6 thoughts on “A Lifeline for Guys Passing as Sports Fans

  1. This is terrific!! I’m so glad to hear you say all that (or, rather, to read it). But then, you’re interested in other stuff – the mental stuff, the intellectual stuff – as are all writers.
    Watching people get the stuff beat out of them has never appealed to me either. Basketball was a fun sport to watch in high-school and college, I’ll confess. It was fast and interesting, and required skill. And nobody got beat up. Also, gymnastics – at the Olympic level – are fascinating in terms of the possibilities for control of the human body. My mother loved baseball, and I found it utterly boring. But then, she also liked to fish. For me, there are SO many other, more interesting or more productive ways to use my time.
    I guess I’m the female version of a sports-disinterested male: a totally fashion-disinterested female. I’ve NEVER cared about what people were wearing nor how they wore their hair, or what kind of furniture or drapes they had in their house. I try to dress so as not to offend anyone, and that’s my nod to fashion. And I hate to shop.
    I believe that some of the interest in team sports (or fashion savvy) comes from wanting to be part of some tribe that you can identify with. In our disconnected culture, we may miss out on the sense of community so essential to our social nature as humans. So we make up something that we pretend is important and that we can share with others who then become a part of our tribe. I believe churches can also fill that social need.
    Again, thanks for writing this! I may refer to it in one of my blogs if you don’t mind.

    1. joanne,

      Thanks! And sure, it’s OK if you refer to this.

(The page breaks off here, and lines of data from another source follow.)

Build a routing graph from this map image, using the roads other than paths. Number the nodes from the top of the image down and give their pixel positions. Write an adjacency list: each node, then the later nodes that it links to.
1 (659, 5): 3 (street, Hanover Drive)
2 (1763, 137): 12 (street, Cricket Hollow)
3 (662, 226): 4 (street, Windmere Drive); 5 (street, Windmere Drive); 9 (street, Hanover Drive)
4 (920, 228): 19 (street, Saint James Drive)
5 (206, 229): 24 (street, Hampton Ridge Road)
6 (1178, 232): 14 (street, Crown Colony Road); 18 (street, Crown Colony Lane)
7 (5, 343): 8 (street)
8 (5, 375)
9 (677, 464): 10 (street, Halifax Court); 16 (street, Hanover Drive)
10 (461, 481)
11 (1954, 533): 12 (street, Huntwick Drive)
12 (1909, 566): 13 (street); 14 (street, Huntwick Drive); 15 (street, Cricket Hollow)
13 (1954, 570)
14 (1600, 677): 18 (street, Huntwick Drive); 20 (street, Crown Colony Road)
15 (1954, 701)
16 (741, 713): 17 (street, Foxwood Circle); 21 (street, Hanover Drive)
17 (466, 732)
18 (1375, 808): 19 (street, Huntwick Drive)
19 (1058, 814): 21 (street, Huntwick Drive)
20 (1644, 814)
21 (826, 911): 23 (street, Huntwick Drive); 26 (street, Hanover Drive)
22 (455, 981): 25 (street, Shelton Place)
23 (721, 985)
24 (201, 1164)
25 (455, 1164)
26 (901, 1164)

I want to respond to something you said: “you’re interested in other stuff – the mental stuff, the intellectual stuff – as are all writers.”

      While I agree with you about my other interest, many of my writer friends are sports heads. At any moment, they’re posting scores and game highlights, or debating one another’s team loyalty. I can use the fact that I’m a writer as an excuse for not liking sports. The poets would pummel me for misrepresentation 🙂

      Thanks again.

    1. It must be a religion when overweight guys, in teams jerseys long enough to be choir robes, debate teams stats and loyalty. I’m watched this several times in a 7 Eleven. Guys holding their Big Gulps, guys who look as though it’s been awhile since they’ve seen a field, yelling: “We play y’all tomorrow.” “Remember how we took it to y’all last night?” “Y’all don’t want it with our defense.”

      To each his own, as long as everyone finds something in which they’re invested and get a sense of belonging.

  2. Wow– and all this time I thought it was just me. I’ll whine at the drop of a sports score about my hands-off father and not having any brothers or close male friends when i was a kid… Most dudes will happily monologue about their team/game/player without me ever having to say anything back nor understanding who/what they were just talking about. I’m stereotyped/profiled as ‘hating sports’ when actually I just don’t understand. Last week, on the elevator with this cute woman working in another firm, I kinda wilted when she started talking about The Game from that past weekend–how they lost and how awful it was and how dare me say it was a good morning– I didn’t know what ‘game’ she was talking about. A once hopeful friend I can no longer engage with… I like boxing, MMA. I’ll watch some olympics. But if sports is a religion, (agreed) i guess i’m a heretic. Its kinda nice having the streets to myself super bowl sunday, though. I feel like the dude at the beginning of 28 Days Later.

    1. Lol. Well, I’m glad this post assured you that you’re not alone. If I watch the Super Bowl, it’s for the commercials. I do take advantage of game day to get my grocery shopping done.